In creating House of the Dragon, HBO brought back some key players from Game of Thrones behind the scenes. GOT director Miguel Sapochnik, for example, was a showrunner for the first season of HOTD, and his contributions brought a continuity of visual choices into the new show. Meanwhile, Ramin Djawadi, the composer, brought back some familiar elements of the original GOT sounds to HOTD. Most recently, the piano music in House of the Dragon Season 1, Episode 9, gave major Game of Thrones vibes — and for good reason.
Warning: Spoilers for House of the Dragon Season 1, Episode 9 follow. Even if you don’t actively listen to the score of your favorite TV shows, when a different instrument is used, it will likely catch your attention. You may not immediately know how something is different or why you’ve all of a sudden tensed up — you just know only that *something* is off, like when “The Rains of Castamere” playing during GOT’s Red Wedding. You might not have known the song right away, but the lone cello was not the usual aural accompaniment to the series, and deep down, you probs sensed something was amiss.

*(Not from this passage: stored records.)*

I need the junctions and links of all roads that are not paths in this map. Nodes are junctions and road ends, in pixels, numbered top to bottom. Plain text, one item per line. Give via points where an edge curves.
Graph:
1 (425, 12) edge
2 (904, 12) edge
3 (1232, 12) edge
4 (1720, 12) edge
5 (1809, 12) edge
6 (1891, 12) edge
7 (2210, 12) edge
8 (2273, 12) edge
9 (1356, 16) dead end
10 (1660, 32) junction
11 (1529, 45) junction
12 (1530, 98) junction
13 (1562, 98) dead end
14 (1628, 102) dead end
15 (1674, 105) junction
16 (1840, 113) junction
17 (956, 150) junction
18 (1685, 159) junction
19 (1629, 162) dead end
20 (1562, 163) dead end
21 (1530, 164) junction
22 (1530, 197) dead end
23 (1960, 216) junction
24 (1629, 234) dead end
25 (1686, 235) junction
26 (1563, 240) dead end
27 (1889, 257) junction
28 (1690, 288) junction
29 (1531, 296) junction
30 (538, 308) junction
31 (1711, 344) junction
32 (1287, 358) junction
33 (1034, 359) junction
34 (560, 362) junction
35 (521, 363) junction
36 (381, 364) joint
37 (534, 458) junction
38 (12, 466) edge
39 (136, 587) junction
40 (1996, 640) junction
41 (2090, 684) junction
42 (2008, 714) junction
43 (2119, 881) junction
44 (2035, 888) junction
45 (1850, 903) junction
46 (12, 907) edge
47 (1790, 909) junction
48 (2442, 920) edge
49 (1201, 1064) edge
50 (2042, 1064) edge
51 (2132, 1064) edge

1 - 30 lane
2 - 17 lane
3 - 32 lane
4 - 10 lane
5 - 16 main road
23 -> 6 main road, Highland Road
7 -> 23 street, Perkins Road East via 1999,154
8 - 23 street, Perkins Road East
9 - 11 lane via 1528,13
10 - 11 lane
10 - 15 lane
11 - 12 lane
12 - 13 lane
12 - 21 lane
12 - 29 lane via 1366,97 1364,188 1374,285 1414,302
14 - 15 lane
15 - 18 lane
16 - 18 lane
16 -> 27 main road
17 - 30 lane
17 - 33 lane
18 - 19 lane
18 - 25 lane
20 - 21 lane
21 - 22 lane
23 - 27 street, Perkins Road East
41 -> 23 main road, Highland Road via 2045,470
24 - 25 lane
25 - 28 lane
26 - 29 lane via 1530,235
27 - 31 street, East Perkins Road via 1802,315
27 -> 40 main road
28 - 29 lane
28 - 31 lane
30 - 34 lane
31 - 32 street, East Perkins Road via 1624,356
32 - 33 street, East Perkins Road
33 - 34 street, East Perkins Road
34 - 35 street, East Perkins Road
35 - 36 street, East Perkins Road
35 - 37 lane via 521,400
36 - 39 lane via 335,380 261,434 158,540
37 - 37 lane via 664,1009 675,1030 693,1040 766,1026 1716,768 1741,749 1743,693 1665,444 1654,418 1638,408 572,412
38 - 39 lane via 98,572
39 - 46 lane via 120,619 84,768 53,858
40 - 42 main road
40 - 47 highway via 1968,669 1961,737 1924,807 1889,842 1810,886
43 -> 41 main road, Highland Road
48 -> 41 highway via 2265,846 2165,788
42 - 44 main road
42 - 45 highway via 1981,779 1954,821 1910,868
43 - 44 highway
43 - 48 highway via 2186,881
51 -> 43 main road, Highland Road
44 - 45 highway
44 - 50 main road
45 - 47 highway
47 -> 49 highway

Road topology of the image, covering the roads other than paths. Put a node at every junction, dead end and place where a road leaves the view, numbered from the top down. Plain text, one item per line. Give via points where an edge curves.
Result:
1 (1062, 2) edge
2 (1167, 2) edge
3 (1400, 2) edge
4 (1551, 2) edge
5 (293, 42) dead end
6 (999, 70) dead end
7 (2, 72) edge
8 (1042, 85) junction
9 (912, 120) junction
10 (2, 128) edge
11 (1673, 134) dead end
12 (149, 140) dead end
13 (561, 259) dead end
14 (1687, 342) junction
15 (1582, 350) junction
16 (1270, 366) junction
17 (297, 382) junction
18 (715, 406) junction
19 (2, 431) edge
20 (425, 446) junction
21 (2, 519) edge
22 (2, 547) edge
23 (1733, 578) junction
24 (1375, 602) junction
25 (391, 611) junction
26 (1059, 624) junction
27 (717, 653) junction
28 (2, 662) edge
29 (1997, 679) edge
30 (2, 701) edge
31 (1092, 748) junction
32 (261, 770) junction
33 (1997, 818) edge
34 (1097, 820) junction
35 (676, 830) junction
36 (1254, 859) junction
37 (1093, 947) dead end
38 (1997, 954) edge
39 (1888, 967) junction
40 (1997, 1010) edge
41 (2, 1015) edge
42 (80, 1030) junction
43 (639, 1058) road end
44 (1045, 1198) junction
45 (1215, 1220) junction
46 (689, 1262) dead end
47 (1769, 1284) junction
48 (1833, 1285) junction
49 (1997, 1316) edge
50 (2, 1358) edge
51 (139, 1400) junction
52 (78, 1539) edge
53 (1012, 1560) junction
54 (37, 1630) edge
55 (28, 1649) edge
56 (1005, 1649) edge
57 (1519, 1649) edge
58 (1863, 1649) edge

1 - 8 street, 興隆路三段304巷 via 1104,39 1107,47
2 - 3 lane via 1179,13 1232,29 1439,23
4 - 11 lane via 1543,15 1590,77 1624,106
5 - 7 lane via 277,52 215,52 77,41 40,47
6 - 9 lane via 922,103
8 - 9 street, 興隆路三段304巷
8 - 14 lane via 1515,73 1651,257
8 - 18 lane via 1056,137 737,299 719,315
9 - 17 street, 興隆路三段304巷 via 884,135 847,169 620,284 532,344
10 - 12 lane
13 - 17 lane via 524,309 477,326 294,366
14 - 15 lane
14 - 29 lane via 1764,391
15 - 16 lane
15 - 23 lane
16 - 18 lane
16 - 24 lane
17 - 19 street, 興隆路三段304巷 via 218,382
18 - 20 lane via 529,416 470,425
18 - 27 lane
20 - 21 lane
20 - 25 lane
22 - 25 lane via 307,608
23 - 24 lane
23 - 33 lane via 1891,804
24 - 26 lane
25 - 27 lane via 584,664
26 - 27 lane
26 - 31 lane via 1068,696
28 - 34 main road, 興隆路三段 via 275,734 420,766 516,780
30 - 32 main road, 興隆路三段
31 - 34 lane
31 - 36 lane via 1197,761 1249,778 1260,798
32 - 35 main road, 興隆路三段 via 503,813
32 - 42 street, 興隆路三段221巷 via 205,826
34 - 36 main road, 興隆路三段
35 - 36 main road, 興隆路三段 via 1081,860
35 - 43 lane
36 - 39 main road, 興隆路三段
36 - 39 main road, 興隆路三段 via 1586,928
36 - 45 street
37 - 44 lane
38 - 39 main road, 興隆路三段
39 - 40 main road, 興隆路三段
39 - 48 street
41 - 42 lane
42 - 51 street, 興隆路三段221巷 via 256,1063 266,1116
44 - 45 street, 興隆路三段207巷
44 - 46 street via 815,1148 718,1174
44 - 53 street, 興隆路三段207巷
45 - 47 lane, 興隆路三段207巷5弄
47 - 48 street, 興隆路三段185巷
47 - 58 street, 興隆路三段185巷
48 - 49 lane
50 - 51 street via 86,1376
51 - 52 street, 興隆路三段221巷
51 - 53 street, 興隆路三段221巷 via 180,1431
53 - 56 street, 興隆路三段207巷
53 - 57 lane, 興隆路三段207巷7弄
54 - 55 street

So when a piano was introduced in the opening moments of House of the Dragon Episode 9, as the song “Lament/Fate of the Kingdoms” played, viewers probably knew something big was happening, even if they didn’t know why.
It’s not just that piano music largely absent from GOT and HOTD (a conscious choice by composer Djawadi). It’s also that when it is used, it always spells trouble. Djawadi broke his “no piano” rule for the first time in Game of Thrones Season 6, Episode 10, with the song “Light of the Seven.” The haunting piano track played over one of Game of Thrones’ most stunning scenes, when the royal family, save Cersei and Tommen, traveled to the Sept of Baelor along with hundreds of onlookers. As Cersei stood safely in the Red Keep, the kegs of wildfire she’d had placed beneath the sept exploded, murdering all of her rivals and giving her a clear path to take the throne.
Djawadi’s new track in HOTD warned viewers of what was about to come: The Hightowers were about to attempt to usurp the throne. Most of the royal family would travel to the sept for the coronation, along with hundreds of onlookers. And from beneath the sept, someone’s vision of justice would rise through the floor, taking out those above. The only difference here was that Rhaenys did not snuff out the royal family with fire. Instead, she intimidated the eff out of them, then flew off to Dragonstone to touch her lit match to a far more deadly powderkeg: Rhaenyra.
House of the Dragon Season 1 continues with one more episode, premiering Sunday, Oct. 23, 2022, at 9 p.m. on HBO and HBO Max. For the sake of the realm, let’s hope there are no more pianos.